• _WHAT YOU NEED TO DO_: Could you filter the records below and return each line that holds "George"?

• _INFORMATION SHOWN_:
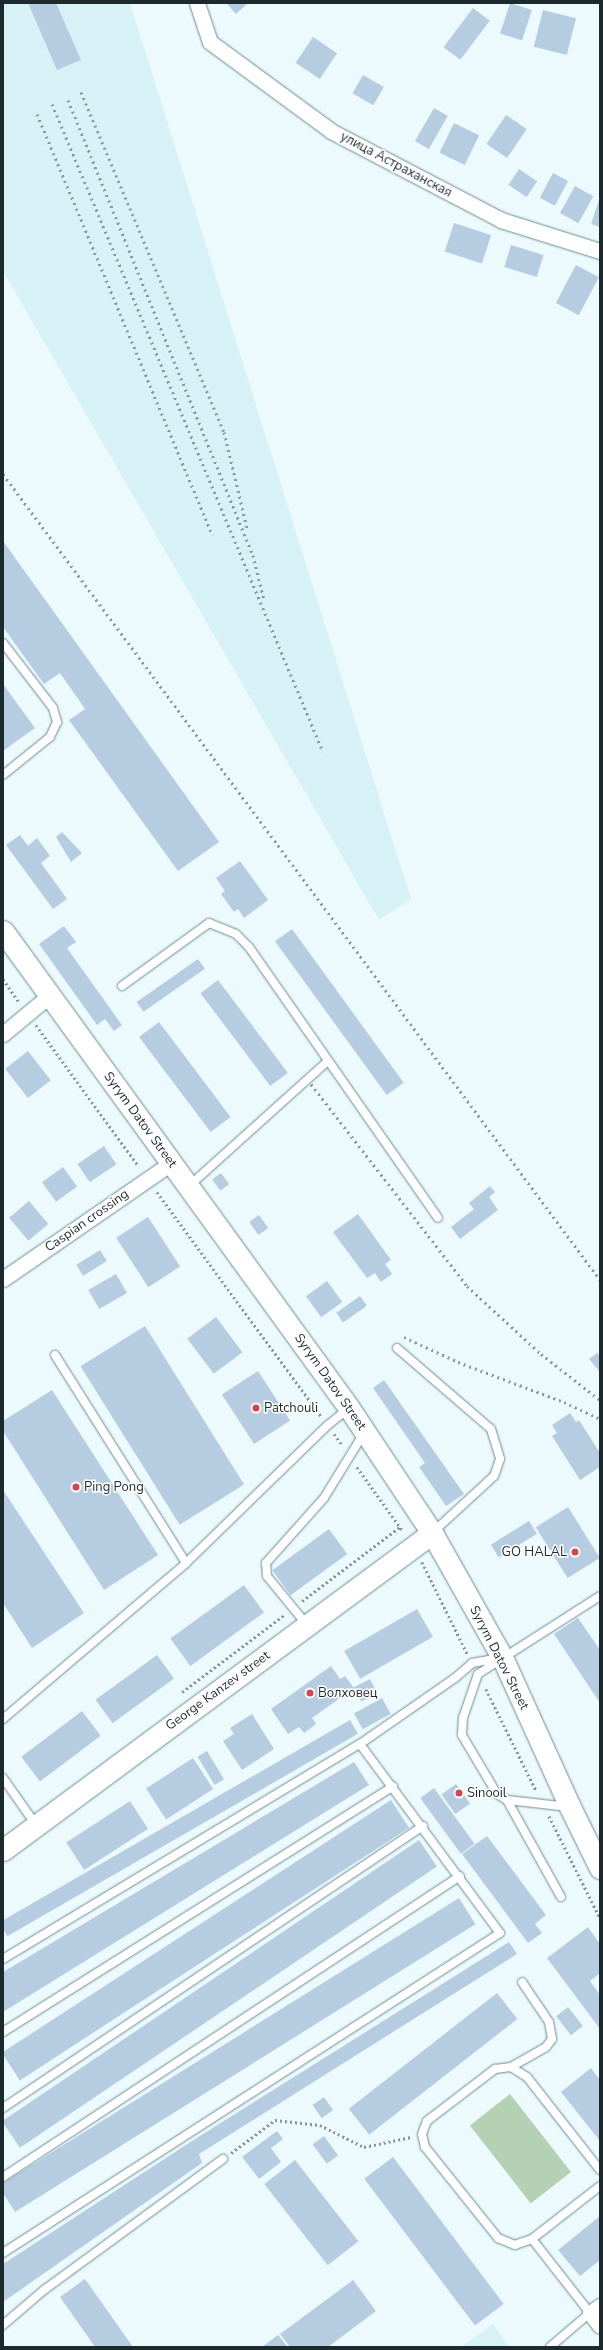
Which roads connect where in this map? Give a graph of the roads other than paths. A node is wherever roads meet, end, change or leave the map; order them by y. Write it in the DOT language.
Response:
graph roads {
  1 [pos="197,3"];
  2 [pos="600,251"];
  3 [pos="3,643"];
  4 [pos="3,775"];
  5 [pos="3,931"];
  6 [pos="122,986"];
  7 [pos="50,995"];
  8 [pos="3,1034"];
  9 [pos="328,1061"];
  10 [pos="171,1163"];
  11 [pos="189,1187"];
  12 [pos="438,1218"];
  13 [pos="3,1279"];
  14 [pos="397,1348"];
  15 [pos="55,1355"];
  16 [pos="349,1408"];
  17 [pos="365,1432"];
  18 [pos="432,1533"];
  19 [pos="186,1563"];
  20 [pos="600,1596"];
  21 [pos="307,1625"];
  22 [pos="502,1657"];
  23 [pos="3,1719"];
  24 [pos="360,1744"];
  25 [pos="3,1778"];
  26 [pos="394,1786"];
  27 [pos="507,1800"];
  28 [pos="570,1807"];
  29 [pos="36,1826"];
  30 [pos="423,1826"];
  31 [pos="3,1850"];
  32 [pos="600,1868"];
  33 [pos="460,1876"];
  34 [pos="561,1897"];
  35 [pos="3,1959"];
  36 [pos="522,1982"];
  37 [pos="3,2032"];
  38 [pos="511,2067"];
  39 [pos="3,2108"];
  40 [pos="223,2159"];
  41 [pos="600,2170"];
  42 [pos="3,2177"];
  43 [pos="600,2186"];
  44 [pos="532,2239"];
  45 [pos="3,2253"];
  46 [pos="595,2309"];
  47 [pos="3,2325"];
  48 [pos="600,2326"];
  49 [pos="550,2347"];
  1 -- 2 [label="street, улица Астраханская"];
  3 -- 4 [label="lane"];
  5 -- 7 [label="main road, Syrym Datov Street"];
  6 -- 9 [label="lane"];
  7 -- 8 [label="street"];
  7 -- 10 [label="main road, Syrym Datov Street"];
  9 -- 11 [label="lane"];
  9 -- 12 [label="lane"];
  10 -- 11 [label="main road, Syrym Datov Street"];
  10 -- 13 [label="street, Caspian crossing"];
  11 -- 16 [label="main road, Syrym Datov Street"];
  14 -- 18 [label="lane"];
  15 -- 19 [label="lane"];
  16 -- 17 [label="main road, Syrym Datov Street"];
  16 -- 19 [label="lane"];
  17 -- 18 [label="main road, Syrym Datov Street"];
  17 -- 21 [label="lane"];
  18 -- 21 [label="main road, George Kanzev street"];
  18 -- 22 [label="main road, Syrym Datov Street"];
  19 -- 23 [label="lane"];
  20 -- 22 [label="lane"];
  21 -- 29 [label="main road, George Kanzev street"];
  22 -- 24 [label="lane"];
  22 -- 27 [label="lane"];
  22 -- 28 [label="main road, Syrym Datov Street"];
  24 -- 26 [label="lane"];
  24 -- 35 [label="lane"];
  25 -- 29 [label="lane"];
  26 -- 30 [label="lane"];
  26 -- 37 [label="lane"];
  27 -- 28 [label="lane"];
  27 -- 34 [label="lane"];
  28 -- 32 [label="main road, Syrym Datov Street"];
  29 -- 31 [label="main road, George Kanzev street"];
  30 -- 33 [label="lane"];
  30 -- 39 [label="lane"];
  33 -- 42 [label="lane"];
  33 -- 45 [label="lane"];
  36 -- 38 [label="lane"];
  38 -- 41 [label="lane"];
  38 -- 44 [label="lane"];
  40 -- 47 [label="lane"];
  43 -- 44 [label="lane"];
  44 -- 46 [label="lane"];
  46 -- 48 [label="street"];
  46 -- 49 [label="lane"];
}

• _ANSWER TO THE EXERCISE_:
  18 -- 21 [label="main road, George Kanzev street"];
  21 -- 29 [label="main road, George Kanzev street"];
  29 -- 31 [label="main road, George Kanzev street"];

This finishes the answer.